¿Quién demostró que no eran necesarios cables para trans­mitir sonidos a distancia?

   — Si recibes la señal dispara tu fusil al aire— le dijo el joven Guglielmo Marconi a un campesino que siem­pre le ayudaba en sus experimentos. La señal que tenía que recibir su ayu­dante consistiría en tres golpecitos cortos en su receptor, la letra S del alfabeto Morse. El joven Marconi la enviaría por uno de los aparatos construidos por él, desde el granero de su casa de Pontecchio, cerca de Bolonia, al receptor que atendería su ayudante, esta vez más lejos que nunca: al otro lado de la colina. Marconi esperaba que las ondas pu­dieran dar aquel salto. Llevaba varios años obsesionado, ante la desespe­ración de su padre y el apoyo de su madre, por la idea de enviar mensa­jes sin hilos, sin cables, a larga distan­cia. Pasaba horas y horas entre sus aparatos, hablando continuamente de las ondas hertzianas y de las electromagnéticas, y experimen­tando constantemente. Cuando Marconi pulsó las tres seña­les cortas, casi inmediatamente se oyó una lejana detonación, prove­niente del otro lado de la colina. Esa detonación era la confirmación de todas sus esperanzas y el comienzo de su éxito y de su fama. No importó que su invento, la telegrafía sin hilos, no hallase el apoyo necesario en su país, Italia; Marconi marcha a Ingla­terra y allí, cuando tan sólo contaba veintidós años de edad, el registro de patentes de ese país inscribe su nombre. Surge la Compañía Marconi y comienzan a proliferar estaciones emisoras y antenas... En pocos años, su telégrafo era capaz de transmitir cada vez a mayor distancia, y Mar­coni realizó positivos ensayos entre una estación en tierra y barcos en alta mar.

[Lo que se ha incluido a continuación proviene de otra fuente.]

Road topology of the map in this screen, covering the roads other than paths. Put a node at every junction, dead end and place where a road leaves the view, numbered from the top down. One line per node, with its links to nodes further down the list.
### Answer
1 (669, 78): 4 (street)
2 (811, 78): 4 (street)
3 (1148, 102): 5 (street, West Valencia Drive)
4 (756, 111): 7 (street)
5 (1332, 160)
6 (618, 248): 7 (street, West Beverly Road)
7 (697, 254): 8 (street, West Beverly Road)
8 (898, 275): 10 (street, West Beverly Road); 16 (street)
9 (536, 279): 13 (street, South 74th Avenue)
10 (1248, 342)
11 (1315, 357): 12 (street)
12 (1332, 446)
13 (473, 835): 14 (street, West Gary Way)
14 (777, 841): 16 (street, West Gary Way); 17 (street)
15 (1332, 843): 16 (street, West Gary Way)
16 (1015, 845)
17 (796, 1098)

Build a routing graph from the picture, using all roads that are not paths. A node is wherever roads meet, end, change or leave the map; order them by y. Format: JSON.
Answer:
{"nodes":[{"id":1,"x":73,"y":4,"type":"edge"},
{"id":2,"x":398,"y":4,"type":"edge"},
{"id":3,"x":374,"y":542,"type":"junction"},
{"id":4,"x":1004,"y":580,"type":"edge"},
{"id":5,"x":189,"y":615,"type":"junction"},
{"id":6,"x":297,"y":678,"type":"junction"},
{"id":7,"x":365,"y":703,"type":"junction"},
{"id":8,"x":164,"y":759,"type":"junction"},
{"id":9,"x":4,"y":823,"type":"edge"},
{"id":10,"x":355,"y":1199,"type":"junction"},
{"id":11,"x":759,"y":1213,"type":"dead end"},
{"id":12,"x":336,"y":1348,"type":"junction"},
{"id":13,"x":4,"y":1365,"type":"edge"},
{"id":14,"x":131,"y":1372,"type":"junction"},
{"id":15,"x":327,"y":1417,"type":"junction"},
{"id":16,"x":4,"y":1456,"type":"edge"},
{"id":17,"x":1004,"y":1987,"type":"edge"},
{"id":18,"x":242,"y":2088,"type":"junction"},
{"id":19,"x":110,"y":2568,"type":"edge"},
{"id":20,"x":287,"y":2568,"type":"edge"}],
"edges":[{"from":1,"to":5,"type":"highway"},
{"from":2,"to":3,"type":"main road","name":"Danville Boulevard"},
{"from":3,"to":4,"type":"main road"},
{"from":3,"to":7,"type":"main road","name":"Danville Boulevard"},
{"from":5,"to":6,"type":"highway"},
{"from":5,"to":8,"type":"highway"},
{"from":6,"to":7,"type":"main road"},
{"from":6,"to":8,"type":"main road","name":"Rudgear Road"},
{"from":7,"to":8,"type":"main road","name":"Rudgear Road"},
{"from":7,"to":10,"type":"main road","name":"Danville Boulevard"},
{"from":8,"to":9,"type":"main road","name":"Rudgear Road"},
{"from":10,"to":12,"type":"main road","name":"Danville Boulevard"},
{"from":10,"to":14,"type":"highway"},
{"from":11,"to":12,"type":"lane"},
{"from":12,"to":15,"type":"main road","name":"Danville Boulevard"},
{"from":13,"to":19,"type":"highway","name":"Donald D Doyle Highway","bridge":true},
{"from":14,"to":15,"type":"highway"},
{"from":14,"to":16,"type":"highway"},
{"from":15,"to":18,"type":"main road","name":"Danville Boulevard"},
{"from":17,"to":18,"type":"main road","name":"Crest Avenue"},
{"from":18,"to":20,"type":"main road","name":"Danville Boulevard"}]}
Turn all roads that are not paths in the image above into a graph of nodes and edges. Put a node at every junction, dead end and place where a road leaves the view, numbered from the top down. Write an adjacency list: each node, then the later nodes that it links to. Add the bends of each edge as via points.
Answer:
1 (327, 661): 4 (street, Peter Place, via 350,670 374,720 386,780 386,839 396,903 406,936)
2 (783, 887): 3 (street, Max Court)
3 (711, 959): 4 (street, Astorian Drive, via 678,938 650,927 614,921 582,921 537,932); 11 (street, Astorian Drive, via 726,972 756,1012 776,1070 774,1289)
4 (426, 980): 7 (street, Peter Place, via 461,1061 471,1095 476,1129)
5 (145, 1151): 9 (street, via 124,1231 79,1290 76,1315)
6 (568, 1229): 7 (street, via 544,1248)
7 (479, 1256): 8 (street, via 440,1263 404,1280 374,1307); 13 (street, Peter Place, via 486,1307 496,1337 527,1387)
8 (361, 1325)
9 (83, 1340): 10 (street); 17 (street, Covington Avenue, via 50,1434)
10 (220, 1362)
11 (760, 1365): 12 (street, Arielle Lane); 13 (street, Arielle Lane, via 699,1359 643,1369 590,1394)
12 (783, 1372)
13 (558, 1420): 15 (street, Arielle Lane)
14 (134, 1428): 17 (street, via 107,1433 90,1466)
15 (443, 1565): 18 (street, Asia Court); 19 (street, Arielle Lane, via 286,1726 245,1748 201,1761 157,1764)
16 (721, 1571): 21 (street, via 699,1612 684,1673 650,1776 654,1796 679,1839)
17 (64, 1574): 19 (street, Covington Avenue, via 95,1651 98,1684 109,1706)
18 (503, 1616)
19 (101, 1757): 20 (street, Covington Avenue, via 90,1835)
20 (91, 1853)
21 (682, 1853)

   Pero había que llegar cada vez más lejos. En 1901, tras instalar una esta­ción emisora en la costa inglesa de Cornualles, se traslada a Terranova, al otro lado del Atlántico, para reci­bir la señal. Y, como años atrás, la señal sería la S. del Morse. Y, a las 12,30 del 12 de diciembre, los tres golpecitos cortos se oyeron en su receptor. Las ondas habían atravesa­do, sin mayor dificultad, los 3.000 kilómetros que separaban una y otra estación.

   Cuando en 1909, a los 35 años de edad, Marconi recibe el Premio No­bel de Física, aún les quedaba a él y a la telegrafía sin hilos mucho tra­bajo por delante. Un trabajo que, desde que su ayudante disparase el fusil años antes, hasta la moderna radiodifusión de nuestros días, no ha dejado de perfeccionarse.